John Nurick - 14 Aug 2004 19:04 GMT
Hi PF,

It depends on the contents of the file. As you say "printer dump" I
assume it's got page headers and/or footers, column headers, blank
lines, and formfeeds. If the actual data lines are all in the same
format, it's usually possible to filter out all the non-data lines at
the textfile stage (most quickly done with Perl, awk or whatever),
leaving a fixed-width textfile which TransferText can handle.

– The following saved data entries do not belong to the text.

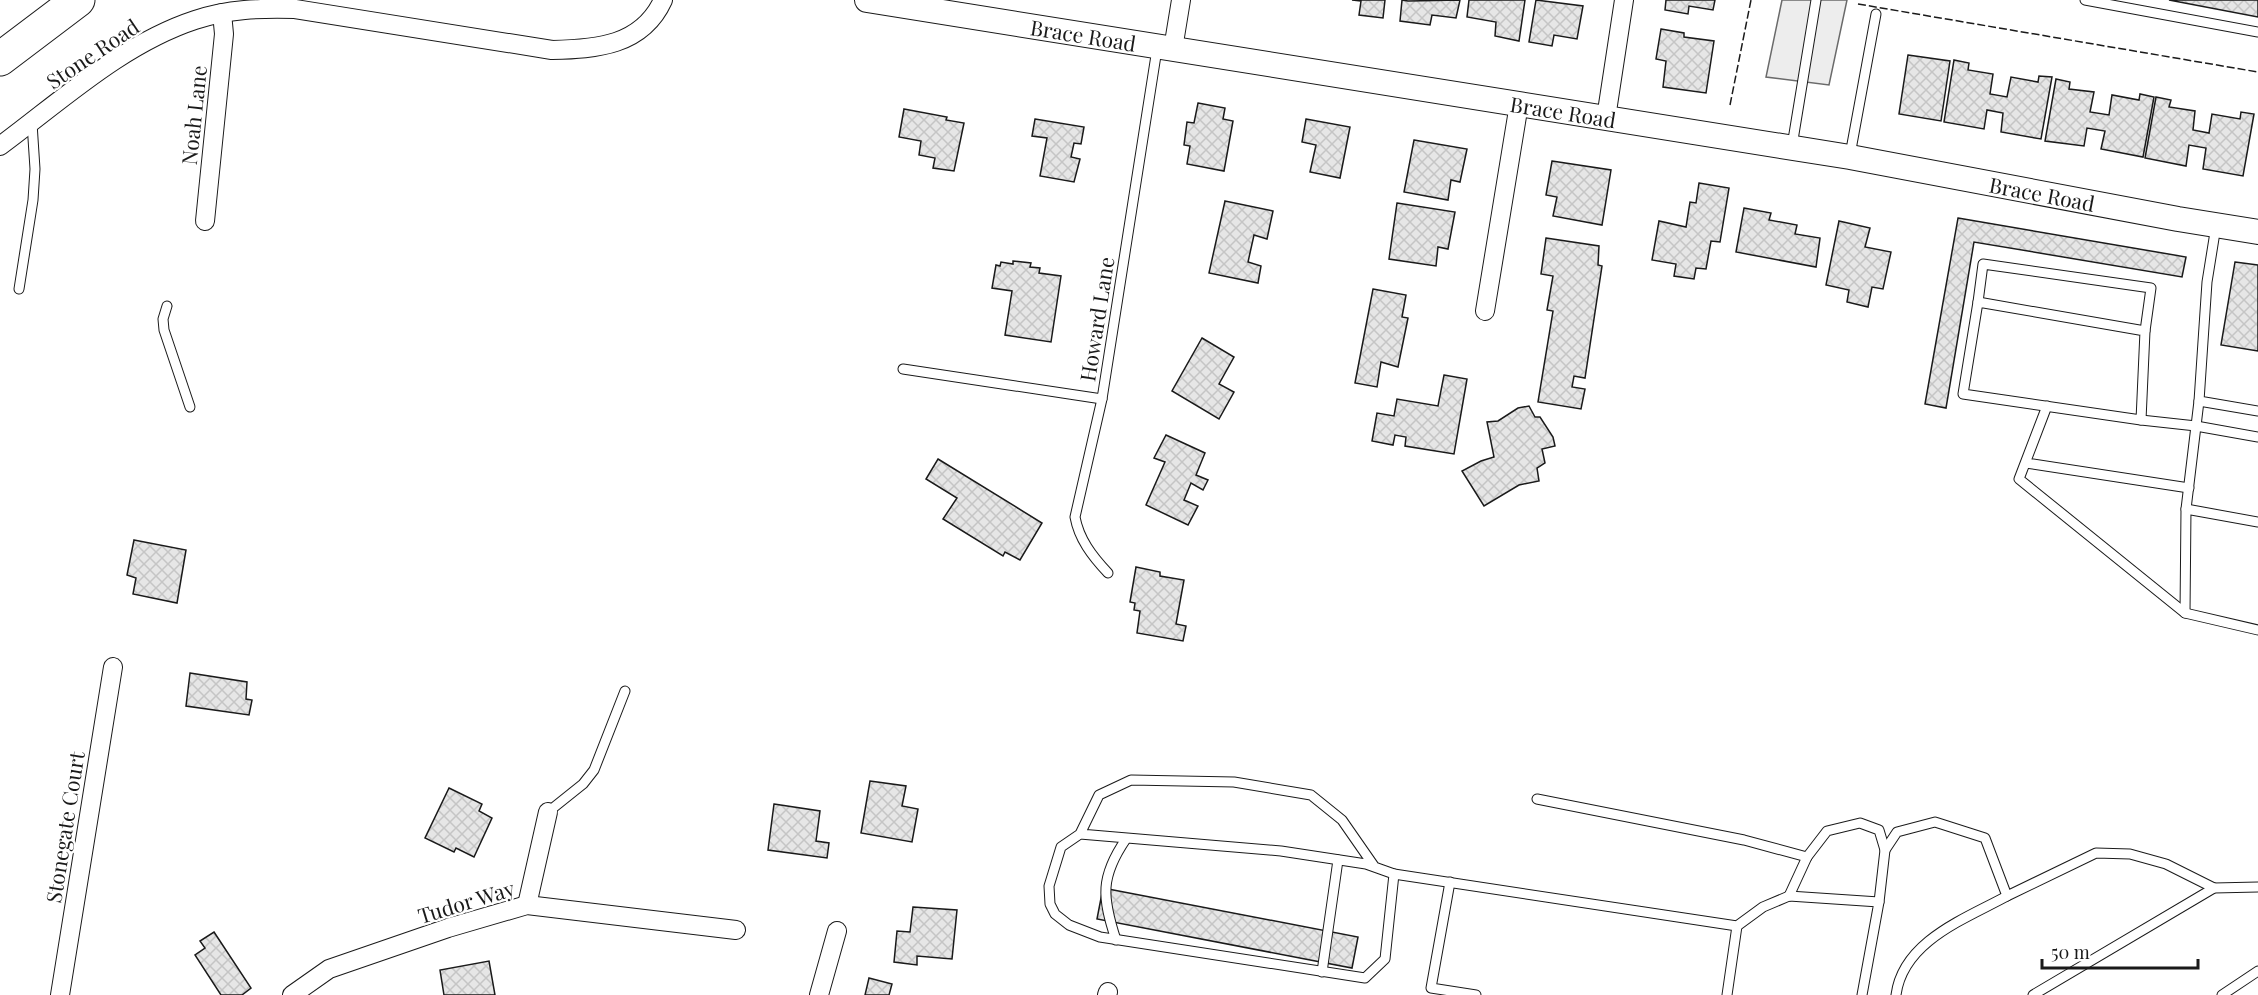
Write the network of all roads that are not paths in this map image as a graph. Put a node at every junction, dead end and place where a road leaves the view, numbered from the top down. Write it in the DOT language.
graph roads {
  1 [pos="78,0"];
  2 [pos="663,0"];
  3 [pos="867,0"];
  4 [pos="1181,0"];
  5 [pos="1624,0"];
  6 [pos="1816,0"];
  7 [pos="2085,0"];
  8 [pos="222,13"];
  9 [pos="1876,14"];
  10 [pos="2258,32"];
  11 [pos="1165,47"];
  12 [pos="0,59"];
  13 [pos="1519,104"];
  14 [pos="1606,118"];
  15 [pos="32,123"];
  16 [pos="0,146"];
  17 [pos="1791,148"];
  18 [pos="1850,157"];
  19 [pos="205,220"];
  20 [pos="2216,226"];
  21 [pos="2258,232"];
  22 [pos="19,289"];
  23 [pos="1978,302"];
  24 [pos="167,306"];
  25 [pos="1485,311"];
  26 [pos="2145,331"];
  27 [pos="903,369"];
  28 [pos="1102,399"];
  29 [pos="2199,401"];
  30 [pos="2047,406"];
  31 [pos="190,407"];
  32 [pos="2258,411"];
  33 [pos="2141,420"];
  34 [pos="2196,426"];
  35 [pos="2258,437"];
  36 [pos="2025,463"];
  37 [pos="2189,488"];
  38 [pos="2186,509"];
  39 [pos="2258,522"];
  40 [pos="1108,573"];
  41 [pos="2185,613"];
  42 [pos="2258,630"];
  43 [pos="113,667"];
  44 [pos="625,691"];
  45 [pos="1537,799"];
  46 [pos="548,812"];
  47 [pos="1080,834"];
  48 [pos="1126,839"];
  49 [pos="1886,850"];
  50 [pos="1807,857"];
  51 [pos="1338,860"];
  52 [pos="1374,866"];
  53 [pos="1394,874"];
  54 [pos="1450,882"];
  55 [pos="2214,888"];
  56 [pos="2258,888"];
  57 [pos="1789,896"];
  58 [pos="2007,896"];
  59 [pos="1878,902"];
  60 [pos="527,905"];
  61 [pos="1737,926"];
  62 [pos="736,930"];
  63 [pos="837,931"];
  64 [pos="1116,940"];
  65 [pos="2258,971"];
  66 [pos="1322,972"];
  67 [pos="60,995"];
  68 [pos="292,995"];
  69 [pos="819,995"];
  70 [pos="1476,995"];
  71 [pos="1727,995"];
  72 [pos="1862,995"];
  73 [pos="1896,995"];
  74 [pos="2033,995"];
  75 [pos="2222,995"];
  1 -- 12 [label="highway"];
  2 -- 8 [label="street, Stone Road"];
  3 -- 11 [label="street, Brace Road"];
  4 -- 11 [label="street"];
  5 -- 14 [label="street"];
  6 -- 17 [label="lane"];
  7 -- 10 [label="lane"];
  8 -- 15 [label="street, Stone Road"];
  8 -- 19 [label="street, Noah Lane"];
  9 -- 18 [label="lane"];
  11 -- 13 [label="street, Brace Road"];
  11 -- 28 [label="lane, Howard Lane"];
  13 -- 14 [label="street, Brace Road"];
  13 -- 25 [label="street"];
  14 -- 17 [label="street, Brace Road"];
  15 -- 16 [label="street, Stone Road"];
  15 -- 22 [label="lane"];
  17 -- 18 [label="street, Brace Road"];
  18 -- 20 [label="street, Brace Road"];
  20 -- 21 [label="street, Brace Road"];
  20 -- 29 [label="lane"];
  23 -- 26 [label="lane"];
  23 -- 26 [label="lane"];
  23 -- 30 [label="lane"];
  24 -- 31 [label="lane"];
  26 -- 33 [label="lane"];
  27 -- 28 [label="lane, Howard Lane"];
  28 -- 40 [label="lane"];
  29 -- 32 [label="lane"];
  29 -- 34 [label="lane"];
  30 -- 33 [label="lane"];
  30 -- 36 [label="lane"];
  33 -- 34 [label="lane"];
  34 -- 35 [label="lane"];
  34 -- 37 [label="lane"];
  36 -- 37 [label="lane"];
  36 -- 41 [label="lane"];
  37 -- 38 [label="lane"];
  38 -- 39 [label="lane"];
  38 -- 41 [label="lane"];
  41 -- 42 [label="lane"];
  43 -- 67 [label="street, Stonegate Court"];
  44 -- 46 [label="lane"];
  45 -- 50 [label="lane"];
  46 -- 60 [label="street"];
  47 -- 48 [label="lane"];
  47 -- 52 [label="lane"];
  47 -- 64 [label="lane"];
  48 -- 51 [label="lane"];
  48 -- 64 [label="lane"];
  49 -- 50 [label="lane"];
  49 -- 58 [label="lane"];
  49 -- 59 [label="lane"];
  50 -- 57 [label="lane"];
  51 -- 52 [label="lane"];
  51 -- 66 [label="lane"];
  52 -- 53 [label="lane"];
  53 -- 54 [label="lane"];
  53 -- 66 [label="lane"];
  54 -- 61 [label="lane"];
  54 -- 70 [label="lane"];
  55 -- 56 [label="lane"];
  55 -- 58 [label="lane"];
  55 -- 74 [label="lane"];
  57 -- 59 [label="lane"];
  57 -- 61 [label="lane"];
  58 -- 73 [label="lane"];
  59 -- 72 [label="lane"];
  60 -- 62 [label="street, Tudor Way"];
  60 -- 68 [label="street, Tudor Way"];
  61 -- 71 [label="lane"];
  63 -- 69 [label="street"];
  64 -- 66 [label="lane"];
  65 -- 75 [label="lane"];
}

On the other hand if the textfile contains groupings that you have to
preserve (e.g. if it's a printout of invoices or orders, each with
several header lines, a variable number of detail lines, and footer
lines for tax and totals) there's no escape from reading the file line
by line and parsing each line. In this situation it's sometimes worth
using textfile tools to parse the file and re-assemble it into two or
more simple delimited files ready for Access to import, but if you've
already written working VBA code probably the best thing to do is start
it running and head for the pub.

>I am reading a huge text file to transfer
>it in access in five tables
[quoted text clipped - 11 lines]
>I cannot import with a transfertext since the file
>is a printer dump.

--
John Nurick [Microsoft Access MVP]

Please respond in the newgroup and not by email.
PF - 14 Aug 2004 19:51 GMT
thanks for the answer

I think in my case the parsing is the best,
what i want to know is when it comes to add data in access

is there something faster than rst.addnew (add to a recordset)

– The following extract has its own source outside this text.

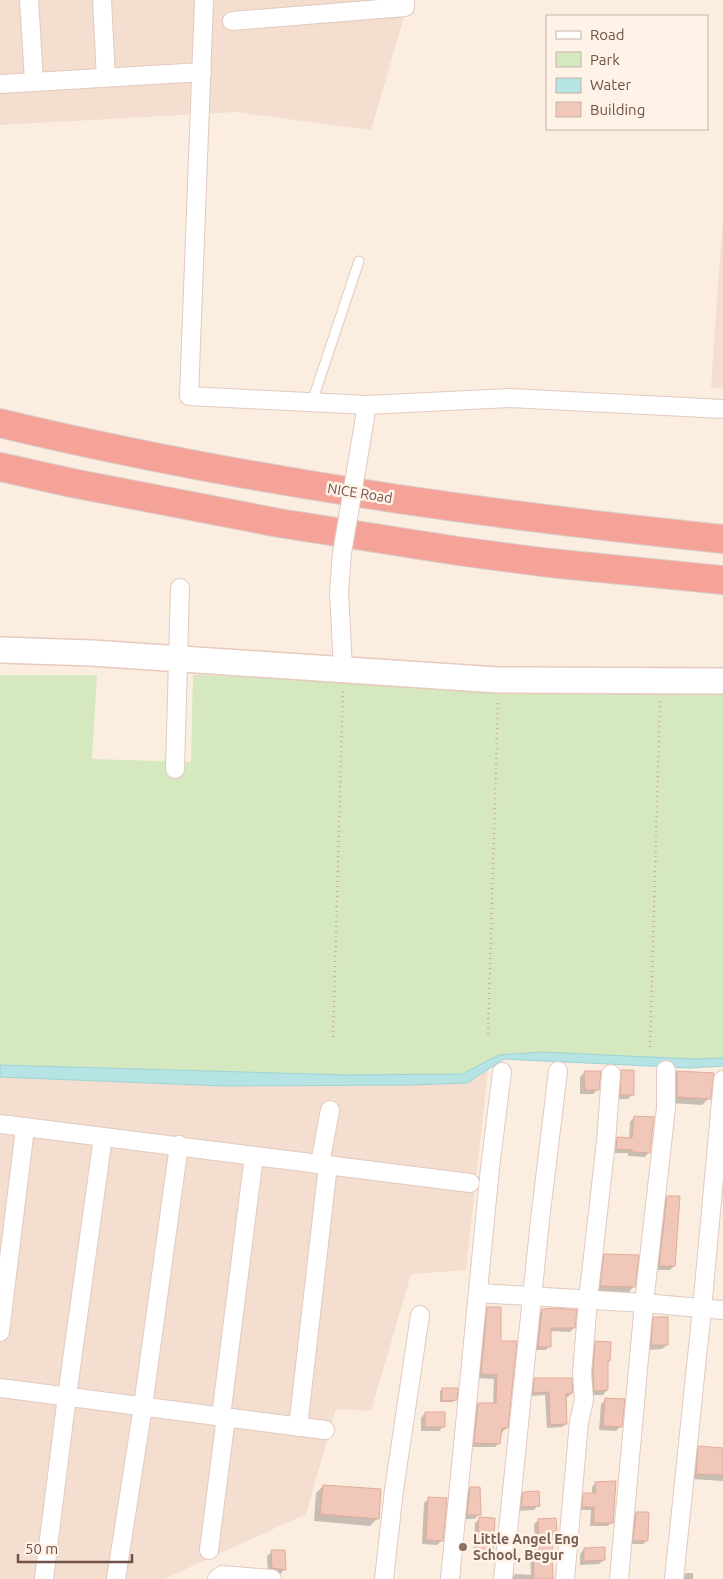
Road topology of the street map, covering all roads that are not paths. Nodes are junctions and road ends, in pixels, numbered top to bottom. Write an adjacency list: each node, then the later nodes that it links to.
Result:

is there a way to insert say 1000 records in one insert?

Before i was generating a flat text file then import the text file.

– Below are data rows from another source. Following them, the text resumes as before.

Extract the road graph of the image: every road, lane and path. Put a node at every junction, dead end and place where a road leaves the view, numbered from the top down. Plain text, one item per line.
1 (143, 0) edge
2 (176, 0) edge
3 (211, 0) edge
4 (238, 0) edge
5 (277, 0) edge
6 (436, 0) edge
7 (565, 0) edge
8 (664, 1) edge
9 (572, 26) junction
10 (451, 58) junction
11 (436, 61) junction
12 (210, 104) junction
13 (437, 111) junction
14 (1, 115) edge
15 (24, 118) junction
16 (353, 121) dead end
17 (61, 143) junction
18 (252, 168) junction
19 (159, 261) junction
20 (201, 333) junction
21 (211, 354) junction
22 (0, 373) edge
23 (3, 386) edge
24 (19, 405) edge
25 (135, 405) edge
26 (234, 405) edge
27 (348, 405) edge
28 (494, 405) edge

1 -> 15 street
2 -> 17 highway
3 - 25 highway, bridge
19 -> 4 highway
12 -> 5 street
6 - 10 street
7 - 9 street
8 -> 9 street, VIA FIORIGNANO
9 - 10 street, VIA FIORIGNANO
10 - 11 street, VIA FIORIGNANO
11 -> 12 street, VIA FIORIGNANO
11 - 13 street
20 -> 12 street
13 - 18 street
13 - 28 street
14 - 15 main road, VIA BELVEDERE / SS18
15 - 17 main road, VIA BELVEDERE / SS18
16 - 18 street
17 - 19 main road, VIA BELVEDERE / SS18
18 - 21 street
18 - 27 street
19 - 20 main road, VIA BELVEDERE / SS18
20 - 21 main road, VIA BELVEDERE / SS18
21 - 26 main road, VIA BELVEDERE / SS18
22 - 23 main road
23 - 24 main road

Now i don't generate the textfile since i build the tables in access
directly
while normalising them using seek to find already transfer data etc...
It is long and i would like improving the speed.

regards

pf

> Hi PF,
>
[quoted text clipped - 35 lines]
>
> Please respond in the newgroup and not by email.
John Nurick - 14 Aug 2004 22:22 GMT
AFAIK the only way you can insert a bunch of records into a table in a
single operation is with an append query - which requires you to have
the data in tables already.

An alternative to creating a record with rst.AddNew and then setting the
values of each field is to build and execute a single-record append
query
 INSERT INTO target [(field1[, field2[, ...]])]
     VALUES (value1[, value2[, ...])
for each record.

I don't know whether this would be faster than recordset operations.

>thanks for the answer
>
[quoted text clipped - 55 lines]
>>
>> Please respond in the newgroup and not by email.

--
John Nurick [Microsoft Access MVP]

Please respond in the newgroup and not by email.
Roger Carlson - 16 Aug 2004 16:15 GMT
I don't really see any way to improve the speed using DAO.  The dbOpenTable
is the fastest of the recordset types and using the SEEK is the fastest
method to access the data.   It sounds like you are checking for the
existance of the data first (which is a GOOD thing) before importing it, so
that has to take some time too.

If you are not using the WITH operator:

With rs
   .addnew
   (etc)

that might speed things up a bit.

Also, if the tables are heavily indexed, you might experiment with removing
them (aside from the primary key and whatever you are SEEKing on), import
the data, then re-build the indexes.  That is sometimes faster.

Lastly, I've heard claims that ADO is faster, but I cannot verify that.
Anybody else know?

Signature

--Roger Carlson
 www.rogersaccesslibrary.com
 Reply to: Roger dot Carlson at Spectrum-Health dot Org

> thanks for the answer
>
[quoted text clipped - 55 lines]
> >
> > Please respond in the newgroup and not by email.
PF - 17 Aug 2004 13:20 GMT
i'll try the with operator, good idea thanks

> I don't really see any way to improve the speed using DAO.  The dbOpenTable
> is the fastest of the recordset types and using the SEEK is the fastest
[quoted text clipped - 76 lines]
> > >
> > > Please respond in the newgroup and not by email.